Instructions to follow: Report the lines of the material that carry the string "Court".

Data records:
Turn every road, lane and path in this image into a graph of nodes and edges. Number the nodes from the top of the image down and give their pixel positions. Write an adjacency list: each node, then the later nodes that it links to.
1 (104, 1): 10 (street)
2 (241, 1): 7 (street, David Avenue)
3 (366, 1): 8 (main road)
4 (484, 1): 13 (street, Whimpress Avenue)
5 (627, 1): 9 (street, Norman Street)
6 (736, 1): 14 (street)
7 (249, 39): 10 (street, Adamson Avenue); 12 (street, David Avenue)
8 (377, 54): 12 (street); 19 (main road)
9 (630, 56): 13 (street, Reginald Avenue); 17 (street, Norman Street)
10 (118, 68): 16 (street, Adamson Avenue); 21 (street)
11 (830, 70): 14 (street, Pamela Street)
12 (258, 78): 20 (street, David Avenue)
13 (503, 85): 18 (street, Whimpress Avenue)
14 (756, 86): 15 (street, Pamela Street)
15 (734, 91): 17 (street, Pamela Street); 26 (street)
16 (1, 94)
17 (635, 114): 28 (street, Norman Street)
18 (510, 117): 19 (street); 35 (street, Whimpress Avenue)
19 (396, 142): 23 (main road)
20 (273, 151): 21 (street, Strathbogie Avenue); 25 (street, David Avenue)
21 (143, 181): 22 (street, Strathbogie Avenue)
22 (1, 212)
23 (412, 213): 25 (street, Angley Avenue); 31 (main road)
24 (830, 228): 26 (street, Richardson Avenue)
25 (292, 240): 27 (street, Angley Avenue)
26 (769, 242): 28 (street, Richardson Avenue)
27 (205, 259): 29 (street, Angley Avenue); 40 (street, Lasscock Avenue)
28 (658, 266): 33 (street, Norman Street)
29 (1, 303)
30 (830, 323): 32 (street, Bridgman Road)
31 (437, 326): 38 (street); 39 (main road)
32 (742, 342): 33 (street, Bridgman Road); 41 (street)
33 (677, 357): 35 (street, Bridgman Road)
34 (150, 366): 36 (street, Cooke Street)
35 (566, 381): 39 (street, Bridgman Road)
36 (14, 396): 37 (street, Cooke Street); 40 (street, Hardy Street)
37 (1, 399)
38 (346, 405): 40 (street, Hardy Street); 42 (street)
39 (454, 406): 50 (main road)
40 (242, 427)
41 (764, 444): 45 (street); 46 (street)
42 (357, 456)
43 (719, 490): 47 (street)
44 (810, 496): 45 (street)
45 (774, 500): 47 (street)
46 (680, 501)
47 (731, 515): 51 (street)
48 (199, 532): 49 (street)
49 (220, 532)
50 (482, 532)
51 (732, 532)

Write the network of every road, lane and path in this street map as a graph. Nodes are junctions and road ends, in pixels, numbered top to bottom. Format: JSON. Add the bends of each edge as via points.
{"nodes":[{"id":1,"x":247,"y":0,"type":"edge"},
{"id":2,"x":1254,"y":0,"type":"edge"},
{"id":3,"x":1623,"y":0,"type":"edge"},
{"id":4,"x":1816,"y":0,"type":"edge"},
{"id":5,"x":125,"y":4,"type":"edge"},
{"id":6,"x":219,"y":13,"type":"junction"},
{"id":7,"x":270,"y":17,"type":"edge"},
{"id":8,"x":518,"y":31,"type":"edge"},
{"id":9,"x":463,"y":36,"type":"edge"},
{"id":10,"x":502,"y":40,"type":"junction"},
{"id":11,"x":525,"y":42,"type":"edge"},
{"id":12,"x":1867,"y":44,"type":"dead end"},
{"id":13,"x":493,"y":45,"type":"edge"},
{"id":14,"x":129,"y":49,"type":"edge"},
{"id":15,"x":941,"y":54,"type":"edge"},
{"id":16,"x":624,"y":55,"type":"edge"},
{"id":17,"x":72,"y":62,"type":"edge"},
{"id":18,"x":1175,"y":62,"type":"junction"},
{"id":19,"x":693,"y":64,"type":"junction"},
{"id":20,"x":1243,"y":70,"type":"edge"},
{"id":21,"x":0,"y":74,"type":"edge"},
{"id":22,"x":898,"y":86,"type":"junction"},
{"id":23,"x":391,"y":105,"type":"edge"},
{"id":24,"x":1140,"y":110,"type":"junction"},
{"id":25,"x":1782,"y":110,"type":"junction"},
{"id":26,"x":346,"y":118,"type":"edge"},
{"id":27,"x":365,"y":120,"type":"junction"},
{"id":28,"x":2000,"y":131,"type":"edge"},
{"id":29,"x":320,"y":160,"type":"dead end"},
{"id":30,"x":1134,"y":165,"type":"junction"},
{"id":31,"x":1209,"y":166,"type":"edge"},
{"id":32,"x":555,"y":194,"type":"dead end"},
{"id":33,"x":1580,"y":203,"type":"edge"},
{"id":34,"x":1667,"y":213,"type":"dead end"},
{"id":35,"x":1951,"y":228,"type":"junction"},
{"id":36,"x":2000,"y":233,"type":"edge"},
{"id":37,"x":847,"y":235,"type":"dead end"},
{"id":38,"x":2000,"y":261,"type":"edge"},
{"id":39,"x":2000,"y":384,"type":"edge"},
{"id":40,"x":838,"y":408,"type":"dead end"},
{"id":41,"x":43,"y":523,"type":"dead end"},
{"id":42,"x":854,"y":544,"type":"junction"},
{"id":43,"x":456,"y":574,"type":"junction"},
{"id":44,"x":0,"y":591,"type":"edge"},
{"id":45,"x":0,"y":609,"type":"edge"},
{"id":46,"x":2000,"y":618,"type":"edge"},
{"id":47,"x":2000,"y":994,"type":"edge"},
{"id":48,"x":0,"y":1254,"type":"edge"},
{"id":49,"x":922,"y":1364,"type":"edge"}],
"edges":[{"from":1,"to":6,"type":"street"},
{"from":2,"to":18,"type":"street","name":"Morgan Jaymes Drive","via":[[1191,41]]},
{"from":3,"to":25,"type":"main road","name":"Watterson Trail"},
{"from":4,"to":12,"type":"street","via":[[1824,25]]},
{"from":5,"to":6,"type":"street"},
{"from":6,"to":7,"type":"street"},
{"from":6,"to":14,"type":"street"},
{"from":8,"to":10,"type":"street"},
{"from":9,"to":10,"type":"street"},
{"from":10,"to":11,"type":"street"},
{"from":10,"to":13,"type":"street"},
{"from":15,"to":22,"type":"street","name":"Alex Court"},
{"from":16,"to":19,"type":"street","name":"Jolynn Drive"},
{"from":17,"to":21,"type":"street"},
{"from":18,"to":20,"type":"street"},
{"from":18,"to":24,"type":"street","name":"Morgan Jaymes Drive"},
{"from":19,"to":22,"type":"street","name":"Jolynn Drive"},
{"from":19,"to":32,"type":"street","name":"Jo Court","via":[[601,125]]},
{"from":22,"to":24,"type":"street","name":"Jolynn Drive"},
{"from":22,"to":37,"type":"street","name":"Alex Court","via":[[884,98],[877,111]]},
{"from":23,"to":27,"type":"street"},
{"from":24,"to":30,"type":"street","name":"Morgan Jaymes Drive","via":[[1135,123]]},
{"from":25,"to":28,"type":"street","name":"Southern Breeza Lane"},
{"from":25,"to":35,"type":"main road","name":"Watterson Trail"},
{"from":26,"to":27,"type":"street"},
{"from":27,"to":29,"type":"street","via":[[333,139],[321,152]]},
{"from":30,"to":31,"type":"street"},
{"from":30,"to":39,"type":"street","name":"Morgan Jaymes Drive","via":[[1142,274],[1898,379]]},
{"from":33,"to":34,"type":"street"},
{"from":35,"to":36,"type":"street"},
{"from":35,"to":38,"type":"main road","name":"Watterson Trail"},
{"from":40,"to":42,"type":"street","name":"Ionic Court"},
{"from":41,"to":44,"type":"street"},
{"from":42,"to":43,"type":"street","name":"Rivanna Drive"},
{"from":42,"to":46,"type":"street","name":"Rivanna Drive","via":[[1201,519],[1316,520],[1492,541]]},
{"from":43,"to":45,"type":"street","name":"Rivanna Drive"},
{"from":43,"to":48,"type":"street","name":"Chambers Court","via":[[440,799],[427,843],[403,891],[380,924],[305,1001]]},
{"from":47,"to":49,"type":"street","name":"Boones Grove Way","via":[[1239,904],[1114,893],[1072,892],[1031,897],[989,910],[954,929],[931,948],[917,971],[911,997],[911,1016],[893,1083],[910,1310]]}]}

Solution to this exercise:
{"from":15,"to":22,"type":"street","name":"Alex Court"},
{"from":19,"to":32,"type":"street","name":"Jo Court","via":[[601,125]]},
{"from":22,"to":37,"type":"street","name":"Alex Court","via":[[884,98],[877,111]]},
{"from":40,"to":42,"type":"street","name":"Ionic Court"},
{"from":43,"to":48,"type":"street","name":"Chambers Court","via":[[440,799],[427,843],[403,891],[380,924],[305,1001]]},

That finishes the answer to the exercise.